In February in Washington, D.C., a set of four common sense principles for achieving a new American health care system by 2012 were announced. The announcement event featured the remarks of CED President Charles Kolb (view video), as well as other remarks from leaders from business, organized labor union, and public policy groups. In addition to CED, founding members include AT&T, the Howard H. Baker, Jr. Center for Public Policy, the Center for American Progress, the Communications Workers of America, Intel, Kelly Services, the Service Employees International Union (SEIU) and Wal-Mart. The campaign founders pledged to convene a national summit by the end of May and recruit additional business, labor, government and nonprofit leaders to sign on to the principles and form a wide-ranging coalition. CED has also released a new health care reform report. 

CED Releases Health Care Report

A new report on the health care crisis in the U.S., The Employer-based Health-Insurance System (EBI) Is At Risk: What We Must Do About It, is now available from CED. This report presents the first two parts of CED's research and covers the scope of the crisis in health care and the options we have for fixing the system. A third part, offering CED's recommendations, will be available in October 2007.

CED Hosts Health Care Reform Forum In San Francisco

Northern California business leaders discuss healthcare reforms at the CED sponsored forum, San Francisco, January 25, 2007.

On January 25, 2007, CED hosted a California luncheon discussion on health care reform. More than twenty business leaders, as well as representatives of leading health care providers, attended the forum which was led by CED President Charles Kolb and Lenny Mendonca, CED Trustee, and Chairman of the McKinsey Global Institute. The discussion was held at the McKinsey Global Institute office in downtown San Francisco and centered on reform plans already proposed for California and Massachusetts, as well as ways that the employer-based insurance system needs overhaul. Dr. Jerome Grossman, Chair of the CED Health Care Subcommittee, and Chairman, Lion Gate Corporation, and the CED Health Care Project Director Dr. Alain Enthoven of Stanford University, also took leading roles in the discussion.

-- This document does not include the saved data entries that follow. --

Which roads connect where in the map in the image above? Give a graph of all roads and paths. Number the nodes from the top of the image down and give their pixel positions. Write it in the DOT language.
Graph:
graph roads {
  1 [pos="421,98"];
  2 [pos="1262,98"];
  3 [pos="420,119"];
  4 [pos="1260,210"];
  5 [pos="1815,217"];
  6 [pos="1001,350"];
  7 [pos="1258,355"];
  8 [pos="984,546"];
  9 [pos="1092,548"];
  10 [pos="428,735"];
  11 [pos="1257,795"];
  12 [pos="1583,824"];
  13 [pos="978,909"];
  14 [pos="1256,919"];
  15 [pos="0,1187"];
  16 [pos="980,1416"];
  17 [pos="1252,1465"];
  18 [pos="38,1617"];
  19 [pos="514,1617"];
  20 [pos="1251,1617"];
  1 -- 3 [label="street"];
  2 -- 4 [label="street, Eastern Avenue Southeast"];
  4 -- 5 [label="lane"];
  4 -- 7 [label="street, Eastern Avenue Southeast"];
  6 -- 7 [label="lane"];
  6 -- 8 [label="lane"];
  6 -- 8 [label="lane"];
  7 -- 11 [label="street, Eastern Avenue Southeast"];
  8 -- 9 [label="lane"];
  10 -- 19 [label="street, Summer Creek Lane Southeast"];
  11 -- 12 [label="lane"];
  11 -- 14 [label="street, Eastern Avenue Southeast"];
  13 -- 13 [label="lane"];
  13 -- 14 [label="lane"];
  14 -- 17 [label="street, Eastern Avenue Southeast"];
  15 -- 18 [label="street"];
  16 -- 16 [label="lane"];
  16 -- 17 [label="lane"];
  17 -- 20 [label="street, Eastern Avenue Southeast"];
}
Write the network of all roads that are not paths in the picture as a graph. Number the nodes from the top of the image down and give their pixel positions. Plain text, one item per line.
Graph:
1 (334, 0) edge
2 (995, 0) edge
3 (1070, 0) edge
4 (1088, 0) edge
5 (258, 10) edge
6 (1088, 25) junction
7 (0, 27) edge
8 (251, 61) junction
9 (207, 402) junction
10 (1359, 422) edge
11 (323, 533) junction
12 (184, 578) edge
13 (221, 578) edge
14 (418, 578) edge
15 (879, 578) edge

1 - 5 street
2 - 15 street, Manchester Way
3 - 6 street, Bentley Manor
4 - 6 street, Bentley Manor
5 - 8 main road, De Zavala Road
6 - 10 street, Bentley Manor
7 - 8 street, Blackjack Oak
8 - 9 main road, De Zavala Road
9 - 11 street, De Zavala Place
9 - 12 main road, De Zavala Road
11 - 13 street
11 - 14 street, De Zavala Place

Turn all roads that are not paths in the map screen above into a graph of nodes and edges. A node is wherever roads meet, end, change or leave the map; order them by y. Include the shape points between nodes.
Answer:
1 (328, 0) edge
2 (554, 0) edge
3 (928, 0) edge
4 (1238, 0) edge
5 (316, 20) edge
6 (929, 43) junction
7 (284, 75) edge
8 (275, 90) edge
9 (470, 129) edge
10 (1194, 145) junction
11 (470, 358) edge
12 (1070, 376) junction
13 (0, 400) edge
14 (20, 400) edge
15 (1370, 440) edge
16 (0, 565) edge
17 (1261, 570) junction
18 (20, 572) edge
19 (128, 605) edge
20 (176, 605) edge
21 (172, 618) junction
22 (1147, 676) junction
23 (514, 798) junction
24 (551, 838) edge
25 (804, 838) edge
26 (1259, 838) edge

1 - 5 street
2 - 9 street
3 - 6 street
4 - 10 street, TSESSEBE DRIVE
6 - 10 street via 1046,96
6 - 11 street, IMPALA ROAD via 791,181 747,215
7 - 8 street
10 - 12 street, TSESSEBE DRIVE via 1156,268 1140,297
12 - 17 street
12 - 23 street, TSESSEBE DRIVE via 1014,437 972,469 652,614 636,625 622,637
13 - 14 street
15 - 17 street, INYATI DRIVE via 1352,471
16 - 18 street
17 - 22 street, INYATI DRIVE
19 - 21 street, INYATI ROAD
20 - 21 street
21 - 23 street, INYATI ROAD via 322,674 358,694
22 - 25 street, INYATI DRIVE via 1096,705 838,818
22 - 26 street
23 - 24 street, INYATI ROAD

Health care reform is a priority for CED. In 2002, CED released a detailed statement on healthcare entitled, A New Vision for Health Care: A Leadership Role for Business. In February of this year, CED will release a two-part statement on the crisis in employer-based insurance. This statement will focus on the scope of the problem and the reform options available that policymakers and business leaders will consider in making health care available and affordable for all Americans. Later this year CED will release part three of our health care statement which will offer recommendations for reform.

A New Vision For Health Care

Cover

The United States' employer-based health care system is in serious trouble. Health care costs are again exploding at double-digit rates, the number of employees without health insurance continues to grow, and many health care services suffer from misuse, underuse, and overuse.

In CED's statement we urge employers, along with government, not only to stay the course but to actively lead in implementing specific changes in private and public policies that could produce a health care system that works for all Americans.

This policy paper was released in Washington, D.C. on May 1, 2002. Jerome Grossman, Chairman and CEO of Lion Gate Management Corporation, and Director of the Health Care Delivery Program at the Kennedy School, Harvard University; Peter Benoliel, Chairman, Quaker Chemical Corporation; and Steve Palko, Vice Chairman & President, XTO Energy Inc. co-chaired the project.